Há quem diga que não existe a menor hipótese de uma família estar completa sem filhos, os adoráveis monstros descritos por Vinicius de Moraes (1913-1980) em seu “Poema Enjoadinho” (1953). Sim, crianças são irrequietas por natureza, podem ser especialmente cruéis quando querem, bebem xampu por mais que lhes advirtamos do risco de algum malogro sem antídoto, tocam fogo no quarteirão se entediadas, mas acabam sendo mesmo as lindezas desvairadas que se vê no último verso. Não por acaso o nascimento de uma criança pode ter o condão de refazer laços que se tinham esgarçado de há muito, sufocar ódios atávicos, instigar amores que se perderam na bruma corrosiva do tempo, e “Kandasamys: O Bebê”, valida todas essas proposições, bollywoodianamente, é claro. A diretora Jayan Moodley usa de um humor básico, intuitivo, a fim de incluir o público na história, ainda que não ignore a máxima tolstoiana e saiba que famílias contam também desgraças, e nisso sempre hão de ser únicas entre si. Essa é a deixa para que sinta-se à vontade em meter sua colher em assuntos muito sérios.

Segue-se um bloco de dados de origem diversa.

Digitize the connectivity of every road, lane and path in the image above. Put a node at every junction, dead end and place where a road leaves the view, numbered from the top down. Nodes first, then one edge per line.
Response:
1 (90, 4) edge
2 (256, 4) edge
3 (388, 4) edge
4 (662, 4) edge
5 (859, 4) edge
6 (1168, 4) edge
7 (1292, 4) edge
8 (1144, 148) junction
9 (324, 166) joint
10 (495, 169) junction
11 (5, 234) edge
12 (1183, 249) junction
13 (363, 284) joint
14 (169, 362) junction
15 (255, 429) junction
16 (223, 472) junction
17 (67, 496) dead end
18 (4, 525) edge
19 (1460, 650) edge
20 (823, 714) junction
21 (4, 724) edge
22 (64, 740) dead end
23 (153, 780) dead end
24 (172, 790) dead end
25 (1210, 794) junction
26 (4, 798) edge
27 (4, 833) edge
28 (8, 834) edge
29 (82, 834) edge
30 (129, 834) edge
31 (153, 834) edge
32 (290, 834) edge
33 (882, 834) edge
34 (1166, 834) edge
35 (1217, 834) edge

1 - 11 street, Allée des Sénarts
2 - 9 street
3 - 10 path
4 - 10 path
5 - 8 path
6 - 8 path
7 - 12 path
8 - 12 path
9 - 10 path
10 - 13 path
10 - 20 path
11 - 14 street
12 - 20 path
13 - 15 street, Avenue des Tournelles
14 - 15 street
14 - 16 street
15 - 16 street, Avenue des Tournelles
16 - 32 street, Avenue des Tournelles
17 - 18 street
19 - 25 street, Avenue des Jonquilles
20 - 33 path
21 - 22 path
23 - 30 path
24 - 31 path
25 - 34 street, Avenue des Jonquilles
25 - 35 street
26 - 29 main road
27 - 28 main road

No quarto longa da franquia, a proposta do roteiro de Moodley e Jailoshini e Yugan Naidoo é fazer com que o espectador se reconheça no que é contado ainda que seja seu primeiro contato com a saga dos Kandasamys. Aqui, depois de serem apresentados com a pompa de uma família de subcelebridades da internet, em 2017, terem protagonizado um casamento que, guardadas as proporções devidas, explica muito do que acontece agora, os Kandasamys — e sobretudo duas personagens em particular, como se assiste no terceiro filme — se derretem com a chegada do primeiro filho, do primeiro neto, do sol de suas vidas. Shanthi e Jennifer, as mães, sogras e agora, mais que qualquer outra coisa, avós, não estão dispostas a permitir uma heresia (por mero desconhecimento, claro) de Prishen e Jodi, como deixar que falte ora o leite do peito, ora o de vaca na amamentação do neto. Maeshni Naicker e Jailoshini Naidoo encarnam essas sombras avoengas um tanto pesadas sobre as vidas dos filhos, mas tudo em nome do bem-estar da criança. A diretora pinça da realidade episódios deliciosamente verossímeis, sem tomar partido de nenhum lado, até que a balança, como não poderia ser de outro modo, começa a pender, por óbvio, para os terríveis carinhos das matriarcas, que ganham a amizade da plateia graças ao comportamento desleal dos novos pais. Vivido por Madhushan Singh, Prishen, o filho de Shanthi, e Jodi, interpretada por Mishqah Parthiephal, apresentam o novo membro dos Kandasamys às avó paterna e materna, e voltam correndo para as Ilhas Maurício, uma terra paradisíaca para além de Madagascar, onde moram, já pensando em cair no mundo mais uma vez.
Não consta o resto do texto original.